In case you didn’t know by now (or haven’t been paying attention, which, I mean, fair enough), The Beat Report is a bi-weekly music report on some of my favorite new stuff music has to offer. It will also will feature retrospectives on great albums celebrating anniversaries this year. No genre is off limits. Everything written about is recommended and encouraged. And if you don’t know, now you know.

Something New: Ariana Grande – “Thank U, Next” (Pop)

Let’s talk about the chart-topping elephant in the room: It’s similar to last year’s “Sweetner,”, an incredibly clean pop album that checks all the boxes: it’s catchy, it’s energetic, it’s … catchy. Oh, and it’s vulnerable. Very vulnerable. “Ghostin’” stands alone as the zenith of vulnerable pop, a ballad that runs over a sample of the now-deceased Mac Miller’s “2009” and bring more emotional weight than a cynical music critic such as myself would like to admit. “Bloodline” is, as the hip kids are saying these days, a “bop.” Same for “Fake Smile.” Clean, electronic pop has never been my cup of tea – and the leaves aren’t changing anytime soon – but I have to give props to a mainstream pop album that dares to be this reflective. Not necessarily my thing, but fans of Grande and the modern pop scene will treasure this like no other. (“Fake Smile,” “Bloodline,” “Ghostin,” “NASA,” “Break Up With Your Girlfriend, I’m Bored”)

 

Theon Cross – “Fyah” (Jazz)

A month back, I wrote praises of the London jazz group Sons of Kemet, picking out the prevalence of tuba and rhythm as major reasons for why the album was so enjoyable. Well, it just so happens that their tuba player, Theon Cross, just released a solo album that mimics many of the cues that made “Your Queen is a Reptile” my favorite jazz album of last year. Slightly less attitude than his group work but with – you guessed it – an even larger emphasis on the low brass and rhythm (he uses his tuba like a bass guitar on “Radiation”), “Fyah” (a dialect interpretation of “fire”) is an energetic piece of afro-jazz that acts as a suitable companion piece to “Your Queen is a Reptile.” Nothing’s sexier than the low belch of a tuba. (“Activate,” “The Offerings,” “Radiation,” “Panda Village)

 

Boogie – “Everything’s For Sale” (Hip-hop)

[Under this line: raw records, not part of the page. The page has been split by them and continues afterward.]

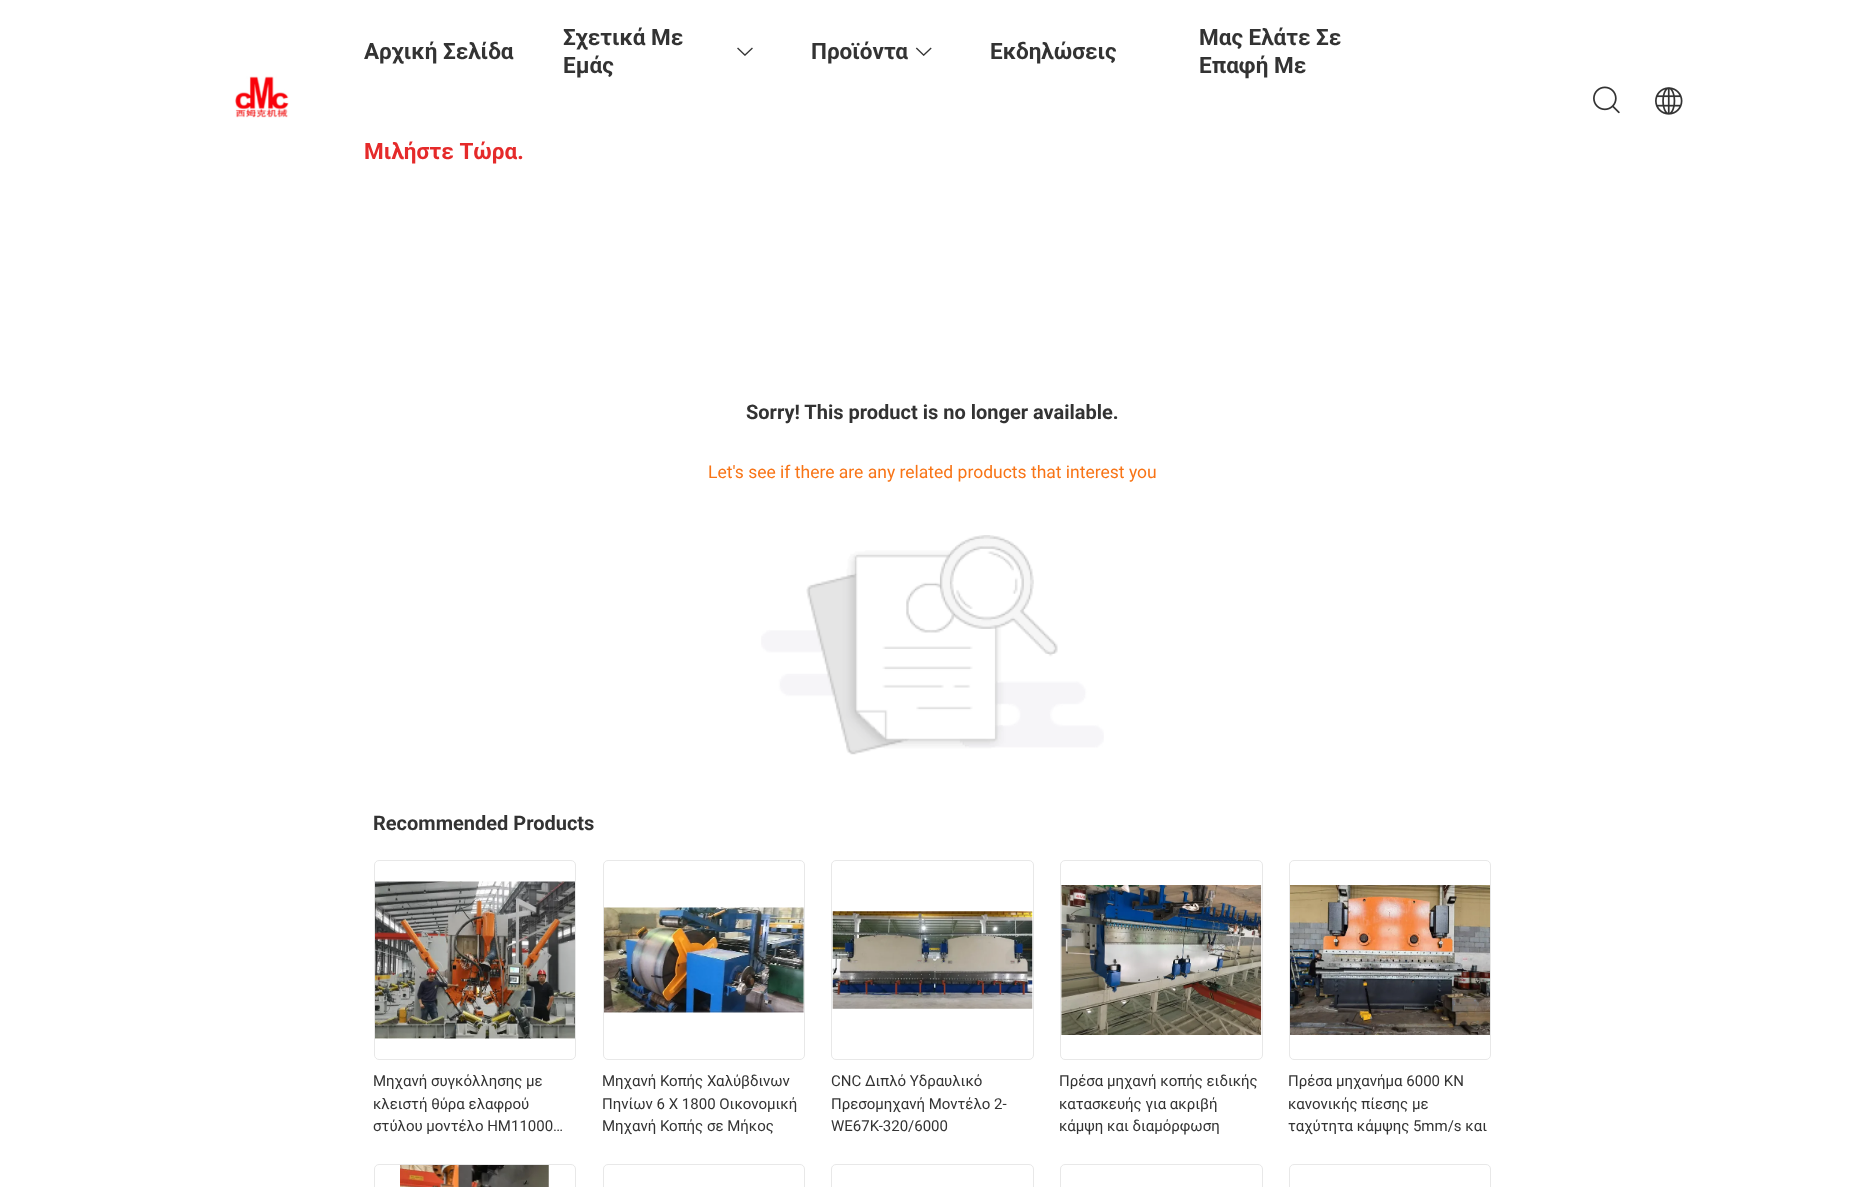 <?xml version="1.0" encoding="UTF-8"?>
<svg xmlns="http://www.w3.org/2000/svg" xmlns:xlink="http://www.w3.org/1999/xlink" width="1864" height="1187">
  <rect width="100%" height="100%" fill="#ffffff" />
  <image x="235" y="76" width="54" height="42" xlink:href="image1.png" />
  <image x="737" y="47" width="16" height="9" xlink:href="image2.png" />
  <image x="915" y="47" width="17" height="9" xlink:href="image3.png" />
  <image x="1593" y="86" width="27" height="28" xlink:href="image4.png" />
  <image x="1655" y="87" width="28" height="28" xlink:href="image5.png" />
  <image x="761" y="535" width="343" height="220" xlink:href="image6.png" />
  <rect x="374.5" y="860.5" width="201" height="199" rx="4.5" fill="none" stroke="#e8e8e8" />
  <image x="375" y="881" width="200" height="158" xlink:href="image7.png" />
  <rect x="603.5" y="860.5" width="201" height="199" rx="4.5" fill="none" stroke="#e8e8e8" />
  <image x="603" y="907" width="201" height="106" xlink:href="image8.png" />
  <rect x="831.5" y="860.5" width="202" height="199" rx="4.5" fill="none" stroke="#e8e8e8" />
  <image x="832" y="911" width="201" height="98" xlink:href="image9.png" />
  <rect x="1060.5" y="860.5" width="202" height="199" rx="4.5" fill="none" stroke="#e8e8e8" />
  <image x="1061" y="885" width="201" height="150" xlink:href="image10.png" />
  <rect x="1289.5" y="860.5" width="201" height="199" rx="4.5" fill="none" stroke="#e8e8e8" />
  <image x="1290" y="885" width="200" height="150" xlink:href="image11.png" />
  <rect x="374.5" y="1164.5" width="201" height="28" rx="4.5" fill="none" stroke="#e8e8e8" />
  <image x="400" y="1165" width="149" height="22" xlink:href="image12.png" />
  <rect x="603.5" y="1164.5" width="201" height="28" rx="4.5" fill="none" stroke="#e8e8e8" />
  <rect x="831.5" y="1164.5" width="202" height="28" rx="4.5" fill="none" stroke="#e8e8e8" />
  <rect x="1060.5" y="1164.5" width="202" height="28" rx="4.5" fill="none" stroke="#e8e8e8" />
  <rect x="1289.5" y="1164.5" width="201" height="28" rx="4.5" fill="none" stroke="#e8e8e8" />
  <text x="364" y="59" style="font-family: Roboto; font-size: 22.5px; font-weight: bold; fill: #333333">Αρχική Σελίδα</text>
  <text x="563" y="45" style="font-family: Roboto; font-size: 22.5px; font-weight: bold; fill: #333333">Σχετικά Με</text>
  <text x="563" y="73" style="font-family: Roboto; font-size: 22.5px; font-weight: bold; fill: #333333">Εμάς</text>
  <text x="811" y="59" style="font-family: Roboto; font-size: 22.5px; font-weight: bold; fill: #333333">Προϊόντα</text>
  <text x="990" y="59" style="font-family: Roboto; font-size: 22.5px; font-weight: bold; fill: #333333">Εκδηλώσεις</text>
  <text x="1199" y="45" style="font-family: Roboto; font-size: 22.5px; font-weight: bold; fill: #333333">Μας Ελάτε Σε</text>
  <text x="1199" y="73" style="font-family: Roboto; font-size: 22.5px; font-weight: bold; fill: #333333">Επαφή Με</text>
  <text x="364" y="159" style="font-family: Roboto; font-size: 22.5px; font-weight: bold; fill: #e52a2a">Μιλήστε Τώρα.</text>
  <text x="746" y="419" style="font-family: Roboto; font-size: 20px; font-weight: bold; fill: #333333">Sorry! This product is no longer available.</text>
  <text x="708" y="478" style="font-family: Roboto; font-size: 17.5px; fill: #f87416">Let's see if there are any related products that interest you</text>
  <text x="373" y="830" style="font-family: Roboto; font-size: 20px; font-weight: bold; fill: #333333">Recommended Products</text>
  <text x="373" y="1086" style="font-family: Roboto; font-size: 15px; fill: #333333">Μηχανή συγκόλλησης με</text>
  <text x="373" y="1109" style="font-family: Roboto; font-size: 15px; fill: #333333">κλειστή θύρα ελαφρού</text>
  <text x="373" y="1131" style="font-family: Roboto; font-size: 15px; fill: #333333">στύλου μοντέλο HM11000…</text>
  <text x="602" y="1086" style="font-family: Roboto; font-size: 15px; fill: #333333">Μηχανή Κοπής Χαλύβδινων</text>
  <text x="602" y="1109" style="font-family: Roboto; font-size: 15px; fill: #333333">Πηνίων 6 X 1800 Οικονομική</text>
  <text x="602" y="1131" style="font-family: Roboto; font-size: 15px; fill: #333333">Μηχανή Κοπής σε Μήκος</text>
  <text x="831" y="1086" style="font-family: Roboto; font-size: 15px; fill: #333333">CNC Διπλό Υδραυλικό</text>
  <text x="831" y="1109" style="font-family: Roboto; font-size: 15px; fill: #333333">Πρεσομηχανή Μοντέλο 2-</text>
  <text x="831" y="1131" style="font-family: Roboto; font-size: 15px; fill: #333333">WE67K-320/6000</text>
  <text x="1059" y="1086" style="font-family: Roboto; font-size: 15px; fill: #333333">Πρέσα μηχανή κοπής ειδικής</text>
  <text x="1059" y="1109" style="font-family: Roboto; font-size: 15px; fill: #333333">κατασκευής για ακριβή</text>
  <text x="1059" y="1131" style="font-family: Roboto; font-size: 15px; fill: #333333">κάμψη και διαμόρφωση</text>
  <text x="1288" y="1086" style="font-family: Roboto; font-size: 15px; fill: #333333">Πρέσα μηχανήμα 6000 KN</text>
  <text x="1288" y="1109" style="font-family: Roboto; font-size: 15px; fill: #333333">κανονικής πίεσης με</text>
  <text x="1288" y="1131" style="font-family: Roboto; font-size: 15px; fill: #333333">ταχύτητα κάμψης 5mm/s και</text>
</svg>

Boogie makes his internal struggle clear from the get-go, declaring “ain’t no point in using weapons / ’cause I’m at war with my reflection.” Within all this, he’s keenly aware that he’s not the first rapper to reflect on his mental health – even hinting the genre might be oversaturated with them – but on “Everything’s For Sale,” his long awaited debut album (though he has three mixtapes), Boogie sets himself apart in his soulfulness. His voice, like a nasal Chance the rapper, suits the subject, bordering on whiny but never crossing the line. Most rappers are technically skilled. Few understand the importance of soul. It’s easy to see why he warranted a signing to Eminem’s Shady records (Em has the most tone deaf feature on here), as well as a cosign from Kendrick Lamar himself. Boogie identifies with many of the themes Kendrick explores “Good Kid, M.A.A.D. City” and “Damn,” like placing artists on a holier-than-thou pedestal and the idea of self-destruction as a result of a negative environment. And while I won’t put him in the same class as Kendrick – he’s not the preeminent MC of the millenia – he does these weighty topics justice. (“Tired/Reflections,” “Silent Ride,” “Soho,” “Skydive,” “Live 95,” “Time”)

 

Something Old: The Roots – “Things Fall Apart” (20-Year Anniversary / Hip-hop)

Millennials will recognize them as the backing group for Jimmy Fallon’s iteration of “The Tonight Show.” But before they were backing-up Mr. Youtube-clickbait himself, the Philadelphia-born collective were at the center of a New York music scene bursting with creativity. Sharing time at Electric Lady Studios with genre greats like J Dilla, Mos Def, D’Angelo, Common and Erykah Badu (all of whom are worth checking out in their own right), “Things Fall Apart” was the most sonically stimulating album of its time, paying homage to jazz greats without being musically beholden to them. It’s an album that flew in the face of the trendy (and regrettable) “bling” rappers like puff daddy and ever-popular gangster rap of DMX. Nothing in hip-hop was this diverse, this musically experimental, this thoughtful (pun intended). Praise Questlove for the incessantly funky beats. Praise Black Thought for the spiritually fulfilling and the politically savvy bars, an MC that embodies the phrase “conscious hip-hop.” While other rappers are focused on crafting rhymes, the Roots focused on crafting songs. Oh, and the album artwork is just the best. (“Dynamite,” “The Next Movement,” “Double Trouble,” “Don’t See Us,” “You Got Me”)

 

Pavement – “Crooked Rain, Crooked Rain” (25-Year Anniversary / Rock)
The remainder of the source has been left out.